The terroir, the birthplace of champagne

France’s Champagne region is criss-crossed by rows of vines, producing the grapes that are used to make champagne. Combining limestone soils and a hilly topography with a climate shaped by both Oceanic and Continental influences, this terroir provides the ideal conditions for champagne’s signature grape varieties to thrive.

 

Chardonnay, the flagship variety of Perrier-Jouët, is particularly at home here. The chalky soils help to bring out the natural minerality, freshness and acidity of the grapes, imbuing the House’s range of signature cuvées with their ineffably elegant floral notes.

Harvesting grapes

Perfecting the harvest

Hand-picked once they have ripened to perfection, then delicately pressed as close to the vineyard as possible, the grapes are rapidly transported to the House’s cellars in Epernay.
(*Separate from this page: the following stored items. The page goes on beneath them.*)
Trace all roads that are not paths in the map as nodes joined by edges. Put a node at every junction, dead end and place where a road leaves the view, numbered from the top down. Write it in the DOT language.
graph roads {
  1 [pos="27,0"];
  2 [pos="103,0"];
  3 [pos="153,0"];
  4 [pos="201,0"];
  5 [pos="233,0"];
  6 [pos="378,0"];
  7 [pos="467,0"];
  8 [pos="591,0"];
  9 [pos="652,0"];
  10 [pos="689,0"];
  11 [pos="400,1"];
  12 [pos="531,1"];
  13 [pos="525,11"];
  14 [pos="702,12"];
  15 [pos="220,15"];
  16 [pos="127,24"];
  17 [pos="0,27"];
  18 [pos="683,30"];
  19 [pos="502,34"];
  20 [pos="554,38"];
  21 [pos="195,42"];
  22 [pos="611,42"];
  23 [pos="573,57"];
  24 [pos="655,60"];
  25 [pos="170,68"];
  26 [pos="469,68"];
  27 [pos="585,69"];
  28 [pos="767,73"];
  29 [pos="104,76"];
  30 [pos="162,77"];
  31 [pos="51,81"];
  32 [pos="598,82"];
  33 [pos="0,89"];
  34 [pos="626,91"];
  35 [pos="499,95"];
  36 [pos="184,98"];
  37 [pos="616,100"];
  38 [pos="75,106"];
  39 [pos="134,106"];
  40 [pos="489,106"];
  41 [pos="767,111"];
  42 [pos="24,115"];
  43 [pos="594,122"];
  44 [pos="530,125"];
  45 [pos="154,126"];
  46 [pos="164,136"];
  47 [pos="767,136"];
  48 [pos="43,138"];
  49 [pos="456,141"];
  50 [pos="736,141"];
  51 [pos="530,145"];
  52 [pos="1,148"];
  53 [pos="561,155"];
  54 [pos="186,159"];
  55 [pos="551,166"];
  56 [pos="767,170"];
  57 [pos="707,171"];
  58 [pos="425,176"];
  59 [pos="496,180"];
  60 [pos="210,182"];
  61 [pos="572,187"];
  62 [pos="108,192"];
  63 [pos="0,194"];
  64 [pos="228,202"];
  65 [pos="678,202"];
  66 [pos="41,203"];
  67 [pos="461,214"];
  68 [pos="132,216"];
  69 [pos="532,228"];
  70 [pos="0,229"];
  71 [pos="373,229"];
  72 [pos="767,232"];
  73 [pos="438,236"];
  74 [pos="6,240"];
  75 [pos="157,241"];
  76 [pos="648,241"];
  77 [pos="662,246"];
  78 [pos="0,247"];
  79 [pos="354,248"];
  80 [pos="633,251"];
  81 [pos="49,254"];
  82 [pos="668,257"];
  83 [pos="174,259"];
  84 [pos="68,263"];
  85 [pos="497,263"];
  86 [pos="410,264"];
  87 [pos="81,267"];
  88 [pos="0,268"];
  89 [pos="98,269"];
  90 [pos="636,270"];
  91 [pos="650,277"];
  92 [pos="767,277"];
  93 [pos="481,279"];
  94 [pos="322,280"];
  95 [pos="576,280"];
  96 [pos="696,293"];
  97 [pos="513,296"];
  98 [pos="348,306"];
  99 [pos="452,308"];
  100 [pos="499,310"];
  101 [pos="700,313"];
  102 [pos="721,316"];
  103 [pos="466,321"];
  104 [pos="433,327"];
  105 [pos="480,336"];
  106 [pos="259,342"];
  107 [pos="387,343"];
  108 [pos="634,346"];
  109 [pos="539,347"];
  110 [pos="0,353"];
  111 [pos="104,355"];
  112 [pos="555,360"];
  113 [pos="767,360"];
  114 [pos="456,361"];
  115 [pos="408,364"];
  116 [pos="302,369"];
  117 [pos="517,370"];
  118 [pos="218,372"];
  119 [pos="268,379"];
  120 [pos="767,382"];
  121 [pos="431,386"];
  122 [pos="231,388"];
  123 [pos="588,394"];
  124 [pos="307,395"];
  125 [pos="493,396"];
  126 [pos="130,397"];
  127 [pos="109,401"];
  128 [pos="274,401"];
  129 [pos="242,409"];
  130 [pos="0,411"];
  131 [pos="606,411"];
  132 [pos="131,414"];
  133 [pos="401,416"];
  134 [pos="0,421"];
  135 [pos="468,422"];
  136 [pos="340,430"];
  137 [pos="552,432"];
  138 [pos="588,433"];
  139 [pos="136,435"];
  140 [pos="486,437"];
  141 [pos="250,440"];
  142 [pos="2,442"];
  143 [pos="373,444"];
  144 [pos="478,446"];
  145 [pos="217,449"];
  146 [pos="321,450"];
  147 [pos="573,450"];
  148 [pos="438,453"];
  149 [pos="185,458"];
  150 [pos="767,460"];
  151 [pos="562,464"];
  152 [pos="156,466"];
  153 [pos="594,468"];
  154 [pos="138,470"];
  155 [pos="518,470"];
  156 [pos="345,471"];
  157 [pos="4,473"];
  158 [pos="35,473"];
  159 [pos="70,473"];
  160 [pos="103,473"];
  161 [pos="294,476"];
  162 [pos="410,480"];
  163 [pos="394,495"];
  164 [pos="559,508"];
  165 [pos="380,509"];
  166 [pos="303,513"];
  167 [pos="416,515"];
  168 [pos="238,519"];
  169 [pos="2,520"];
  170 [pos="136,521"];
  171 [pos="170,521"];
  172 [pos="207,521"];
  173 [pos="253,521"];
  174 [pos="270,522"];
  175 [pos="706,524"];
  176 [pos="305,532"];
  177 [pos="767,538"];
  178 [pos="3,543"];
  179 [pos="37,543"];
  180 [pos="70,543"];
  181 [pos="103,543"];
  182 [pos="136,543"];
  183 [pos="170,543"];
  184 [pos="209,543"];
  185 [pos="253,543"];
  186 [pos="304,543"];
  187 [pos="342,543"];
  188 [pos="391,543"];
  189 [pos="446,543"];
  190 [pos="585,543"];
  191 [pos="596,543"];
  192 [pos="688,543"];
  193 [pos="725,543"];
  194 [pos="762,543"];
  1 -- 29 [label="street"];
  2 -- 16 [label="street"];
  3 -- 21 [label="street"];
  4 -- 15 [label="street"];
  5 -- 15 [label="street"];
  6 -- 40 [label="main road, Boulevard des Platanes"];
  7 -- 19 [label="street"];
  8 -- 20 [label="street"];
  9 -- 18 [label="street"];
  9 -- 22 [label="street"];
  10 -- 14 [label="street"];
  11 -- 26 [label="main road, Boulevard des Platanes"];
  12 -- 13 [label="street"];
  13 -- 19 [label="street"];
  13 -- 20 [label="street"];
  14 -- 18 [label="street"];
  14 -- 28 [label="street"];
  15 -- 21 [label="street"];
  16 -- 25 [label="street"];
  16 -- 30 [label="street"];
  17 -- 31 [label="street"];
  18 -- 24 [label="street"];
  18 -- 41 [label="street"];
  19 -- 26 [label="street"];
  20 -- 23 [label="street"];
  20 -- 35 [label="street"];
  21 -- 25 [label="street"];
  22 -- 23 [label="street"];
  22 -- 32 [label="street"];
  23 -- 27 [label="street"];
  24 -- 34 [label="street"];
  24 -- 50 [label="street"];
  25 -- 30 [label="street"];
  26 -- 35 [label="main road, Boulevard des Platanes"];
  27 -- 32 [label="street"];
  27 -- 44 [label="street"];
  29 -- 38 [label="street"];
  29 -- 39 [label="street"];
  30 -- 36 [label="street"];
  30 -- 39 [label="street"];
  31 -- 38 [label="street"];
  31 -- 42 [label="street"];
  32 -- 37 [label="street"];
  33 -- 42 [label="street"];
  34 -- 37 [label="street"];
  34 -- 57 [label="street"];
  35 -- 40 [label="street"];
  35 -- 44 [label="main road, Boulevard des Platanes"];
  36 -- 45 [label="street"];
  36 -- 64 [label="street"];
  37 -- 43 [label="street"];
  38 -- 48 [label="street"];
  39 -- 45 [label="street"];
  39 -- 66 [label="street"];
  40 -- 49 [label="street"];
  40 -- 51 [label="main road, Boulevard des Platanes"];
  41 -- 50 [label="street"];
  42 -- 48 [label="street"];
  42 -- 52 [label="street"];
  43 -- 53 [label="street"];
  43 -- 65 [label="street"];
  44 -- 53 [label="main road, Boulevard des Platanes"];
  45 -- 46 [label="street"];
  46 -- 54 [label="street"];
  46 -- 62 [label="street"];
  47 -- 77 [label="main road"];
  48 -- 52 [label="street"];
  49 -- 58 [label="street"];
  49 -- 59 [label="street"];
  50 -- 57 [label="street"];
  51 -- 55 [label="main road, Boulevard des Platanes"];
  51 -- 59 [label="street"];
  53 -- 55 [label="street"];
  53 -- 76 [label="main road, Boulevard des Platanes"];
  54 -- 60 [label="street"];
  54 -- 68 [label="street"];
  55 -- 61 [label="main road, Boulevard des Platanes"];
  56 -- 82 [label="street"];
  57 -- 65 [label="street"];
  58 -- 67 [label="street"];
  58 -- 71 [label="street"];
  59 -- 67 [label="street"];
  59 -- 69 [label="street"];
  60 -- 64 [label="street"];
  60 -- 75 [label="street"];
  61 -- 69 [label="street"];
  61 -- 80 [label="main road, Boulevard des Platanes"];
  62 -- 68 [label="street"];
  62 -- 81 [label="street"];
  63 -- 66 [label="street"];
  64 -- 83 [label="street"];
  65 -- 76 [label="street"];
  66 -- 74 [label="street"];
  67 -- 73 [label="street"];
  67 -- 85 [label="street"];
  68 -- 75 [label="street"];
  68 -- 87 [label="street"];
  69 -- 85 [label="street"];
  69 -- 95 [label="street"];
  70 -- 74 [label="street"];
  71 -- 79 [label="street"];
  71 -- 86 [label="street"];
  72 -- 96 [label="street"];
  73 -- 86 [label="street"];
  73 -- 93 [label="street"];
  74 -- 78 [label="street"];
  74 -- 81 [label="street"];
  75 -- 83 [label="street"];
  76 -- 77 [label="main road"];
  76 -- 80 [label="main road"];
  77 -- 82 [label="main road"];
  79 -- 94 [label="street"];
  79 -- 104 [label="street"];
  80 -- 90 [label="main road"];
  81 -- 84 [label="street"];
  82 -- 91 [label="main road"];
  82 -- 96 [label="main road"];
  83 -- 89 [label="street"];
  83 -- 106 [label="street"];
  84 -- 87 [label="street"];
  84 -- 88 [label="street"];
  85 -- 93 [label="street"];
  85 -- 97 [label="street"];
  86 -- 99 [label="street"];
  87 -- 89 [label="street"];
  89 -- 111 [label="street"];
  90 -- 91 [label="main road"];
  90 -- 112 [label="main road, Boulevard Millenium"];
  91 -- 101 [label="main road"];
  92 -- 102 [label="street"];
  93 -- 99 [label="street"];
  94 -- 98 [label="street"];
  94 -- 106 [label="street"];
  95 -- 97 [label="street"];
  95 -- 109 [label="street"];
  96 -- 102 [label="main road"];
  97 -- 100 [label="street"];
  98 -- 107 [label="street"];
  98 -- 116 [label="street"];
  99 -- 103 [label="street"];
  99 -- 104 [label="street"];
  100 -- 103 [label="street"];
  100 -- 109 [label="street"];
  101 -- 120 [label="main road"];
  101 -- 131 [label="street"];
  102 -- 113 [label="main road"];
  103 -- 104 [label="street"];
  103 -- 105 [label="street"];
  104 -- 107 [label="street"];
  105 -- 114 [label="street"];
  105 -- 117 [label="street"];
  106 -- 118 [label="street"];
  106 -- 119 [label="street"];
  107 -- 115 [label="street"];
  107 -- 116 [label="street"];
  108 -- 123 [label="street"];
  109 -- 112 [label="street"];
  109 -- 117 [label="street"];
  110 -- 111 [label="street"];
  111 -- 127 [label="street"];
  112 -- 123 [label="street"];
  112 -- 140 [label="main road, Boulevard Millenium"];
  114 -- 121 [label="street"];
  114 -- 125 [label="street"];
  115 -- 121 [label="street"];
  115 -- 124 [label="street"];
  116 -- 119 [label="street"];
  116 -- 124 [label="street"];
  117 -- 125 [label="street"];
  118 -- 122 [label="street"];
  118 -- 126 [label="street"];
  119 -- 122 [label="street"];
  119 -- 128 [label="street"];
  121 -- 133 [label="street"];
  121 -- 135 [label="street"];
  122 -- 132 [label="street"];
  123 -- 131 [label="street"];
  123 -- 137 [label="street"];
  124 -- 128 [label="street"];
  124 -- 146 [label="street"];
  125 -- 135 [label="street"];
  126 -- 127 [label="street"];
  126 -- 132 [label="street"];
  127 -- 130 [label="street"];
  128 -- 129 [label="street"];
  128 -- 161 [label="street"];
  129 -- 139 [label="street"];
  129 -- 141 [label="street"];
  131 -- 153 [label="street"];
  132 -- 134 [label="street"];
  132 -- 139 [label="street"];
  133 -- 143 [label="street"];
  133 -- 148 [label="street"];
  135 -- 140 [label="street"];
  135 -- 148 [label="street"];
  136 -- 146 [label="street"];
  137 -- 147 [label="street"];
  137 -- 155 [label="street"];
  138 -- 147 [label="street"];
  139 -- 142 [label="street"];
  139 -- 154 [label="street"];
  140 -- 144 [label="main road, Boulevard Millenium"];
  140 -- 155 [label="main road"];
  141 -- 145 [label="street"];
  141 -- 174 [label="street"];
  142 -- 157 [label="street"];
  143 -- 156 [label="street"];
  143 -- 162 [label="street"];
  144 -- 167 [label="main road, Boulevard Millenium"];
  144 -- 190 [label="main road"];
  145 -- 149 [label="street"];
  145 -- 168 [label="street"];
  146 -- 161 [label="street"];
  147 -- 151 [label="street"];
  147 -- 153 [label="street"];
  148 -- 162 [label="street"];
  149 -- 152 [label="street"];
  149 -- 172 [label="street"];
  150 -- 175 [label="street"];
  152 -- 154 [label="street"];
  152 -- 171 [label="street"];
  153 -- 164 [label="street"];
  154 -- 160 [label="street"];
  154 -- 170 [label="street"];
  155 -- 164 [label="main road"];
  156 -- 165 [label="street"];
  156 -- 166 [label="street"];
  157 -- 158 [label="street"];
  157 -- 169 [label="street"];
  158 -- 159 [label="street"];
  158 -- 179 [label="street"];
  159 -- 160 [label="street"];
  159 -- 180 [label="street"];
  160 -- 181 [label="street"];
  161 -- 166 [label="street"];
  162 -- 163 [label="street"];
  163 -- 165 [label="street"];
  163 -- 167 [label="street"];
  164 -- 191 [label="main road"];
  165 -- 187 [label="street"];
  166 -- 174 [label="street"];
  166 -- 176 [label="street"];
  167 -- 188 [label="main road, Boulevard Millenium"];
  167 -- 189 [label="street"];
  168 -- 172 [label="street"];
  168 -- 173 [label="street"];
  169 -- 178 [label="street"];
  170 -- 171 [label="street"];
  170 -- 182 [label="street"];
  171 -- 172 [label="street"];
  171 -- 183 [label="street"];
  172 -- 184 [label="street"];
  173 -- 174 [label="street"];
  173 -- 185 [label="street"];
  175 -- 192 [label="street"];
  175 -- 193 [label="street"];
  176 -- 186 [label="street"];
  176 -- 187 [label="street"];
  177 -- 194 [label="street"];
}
Here, the freshly-pressed grape juice undergoes its first round of fermentation, becoming a still wine.

From the harvest to the blend

After resting for a few weeks, in the early days of the new year it is time for the blending process to begin. Perrier-Jouët Cellar Master Séverine Frerson tastes all of the still wines, working with incredible precision and finesse to strike the perfect blend of different grape varieties and soil types.

She also decides on the proportion of reserve wine to be added to the blend. Reserve wines are held back from previous years, allowing for total consistency of style, year after year.

Only the most outstanding years are declared as vintages, producing champagnes composed exclusively of wines from a single harvest.

For each of the signature cuvées – Brut, Blanc de Blancs and Rosé – Séverine Frerson sets out to achieve total harmony of textures and flavours in a singular blend, while remaining true to the House’s distinctive floral style – sometimes delicate, sometimes livelier, but always impeccably elegant.

The House cellars

To truly understand how champagne is made, it is important to appreciate the value of the time the wines spend in the House’s cellars. It is here, over a period of many months, that the aromas come to the fore. This is also where the famous bubbles make their appearance.

Second fermentation

They get a little help from a nectar known as the liqueur de tirage, a mixture of sugar, wine and yeast which launches the process of bubble formation, known as prise mousse. And so secondary fermentation begins.

Time to rest

The champagnes are then left to develop in peace for a few more years, allowing their full aromatic complexity to emerge. The bottles are placed in racks with the necks pointed diagonally downwards, and regularly turned by our master winemakers.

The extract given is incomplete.